The event marks six months in business for owners Deborah and Sarah Richards, the mother and daughter who created the store.
“We’ve always lived this way, using organic and natural products,” Deborah Richards said. “When my daughter got out of school with her degree in business, we were tossing around ideas of what to do. This was our passion.”
A huge tent will fill a chunk of the parking lot for vendors with samples of their products. Some of the event’s participants include New Chapter supplements, Sante makeup, White Mountain Kettle Corn, Walpole Creamery ice cream and Teacher’s Pet dog treats. The day will also feature music, raffles and an appearance by Pepper, a miniature horse. The open house will run from 10 a.m. to 3 p.m.
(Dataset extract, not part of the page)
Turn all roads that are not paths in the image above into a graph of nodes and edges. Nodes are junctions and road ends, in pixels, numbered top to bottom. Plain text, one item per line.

Richards is an interior designer, and planned out the store herself. The log cabin-style building houses a wide-open area with aisles designed specifically to be handicapped-accessible. She, or one of the other staff members, tries to provide impeccable customer service. For example, they will grind the White Mountain coffee for you and carry your purchases to your car.
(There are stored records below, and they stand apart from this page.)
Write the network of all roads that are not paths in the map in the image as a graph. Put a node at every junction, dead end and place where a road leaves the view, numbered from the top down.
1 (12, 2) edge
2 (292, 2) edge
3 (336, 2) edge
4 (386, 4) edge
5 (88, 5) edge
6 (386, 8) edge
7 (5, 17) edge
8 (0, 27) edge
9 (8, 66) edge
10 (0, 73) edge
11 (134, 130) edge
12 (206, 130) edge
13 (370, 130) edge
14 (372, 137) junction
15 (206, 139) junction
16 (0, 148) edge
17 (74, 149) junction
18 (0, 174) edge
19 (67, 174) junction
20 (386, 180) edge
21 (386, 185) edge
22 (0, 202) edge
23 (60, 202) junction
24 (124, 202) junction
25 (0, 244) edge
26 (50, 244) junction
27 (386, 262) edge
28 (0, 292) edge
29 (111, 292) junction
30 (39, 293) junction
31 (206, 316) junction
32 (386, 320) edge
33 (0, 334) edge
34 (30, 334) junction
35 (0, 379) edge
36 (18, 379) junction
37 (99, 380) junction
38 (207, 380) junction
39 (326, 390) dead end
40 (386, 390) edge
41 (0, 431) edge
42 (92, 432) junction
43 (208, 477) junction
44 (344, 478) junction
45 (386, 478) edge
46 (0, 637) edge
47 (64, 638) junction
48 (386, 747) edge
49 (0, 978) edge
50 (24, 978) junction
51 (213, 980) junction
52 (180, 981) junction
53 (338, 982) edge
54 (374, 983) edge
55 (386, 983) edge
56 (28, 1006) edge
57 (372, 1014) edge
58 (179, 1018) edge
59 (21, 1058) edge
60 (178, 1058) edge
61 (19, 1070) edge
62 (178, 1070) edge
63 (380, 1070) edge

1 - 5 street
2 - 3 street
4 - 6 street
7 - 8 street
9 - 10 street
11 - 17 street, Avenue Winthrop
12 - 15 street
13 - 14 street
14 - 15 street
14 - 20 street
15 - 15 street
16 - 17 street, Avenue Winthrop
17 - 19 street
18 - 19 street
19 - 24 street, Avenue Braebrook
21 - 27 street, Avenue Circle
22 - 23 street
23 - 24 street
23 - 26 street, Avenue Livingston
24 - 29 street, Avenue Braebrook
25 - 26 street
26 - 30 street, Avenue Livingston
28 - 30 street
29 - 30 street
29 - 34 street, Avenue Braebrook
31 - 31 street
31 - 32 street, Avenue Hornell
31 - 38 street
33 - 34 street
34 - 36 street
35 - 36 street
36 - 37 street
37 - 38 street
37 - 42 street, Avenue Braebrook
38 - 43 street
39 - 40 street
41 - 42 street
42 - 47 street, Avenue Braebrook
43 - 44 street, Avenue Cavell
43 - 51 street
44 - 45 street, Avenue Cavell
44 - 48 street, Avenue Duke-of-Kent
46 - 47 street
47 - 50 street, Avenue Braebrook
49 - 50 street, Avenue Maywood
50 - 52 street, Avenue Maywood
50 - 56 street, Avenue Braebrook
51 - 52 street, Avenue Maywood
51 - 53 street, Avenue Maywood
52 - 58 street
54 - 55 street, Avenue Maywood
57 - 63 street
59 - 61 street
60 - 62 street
“I made the store into the type of place where I’d like to shop. The community response has been tremendous. There was definitely a need for a store like this,” she said.
The market specializes in gluten-free products, each one clearly marked with a lavender sign. There are also ready-to-eat organic dinners and sandwiches. The store is a member of Made in New Hampshire and offers a number of local items.
“The things you get from the small vendors, they bring them here themselves,” Richards said. “In March, our maple syrup was made the same day it arrived.”
“Forty or 50 years ago, this is the way people lived. People are going back to that way of life. This isn’t a fad. This is the way life is supposed to be,” she said.
Richards said she tries to keep the prices low by ordering extra stock when vendors are running specials. Her goal is to have enough products available to sell at the lower price until the products go on sale again.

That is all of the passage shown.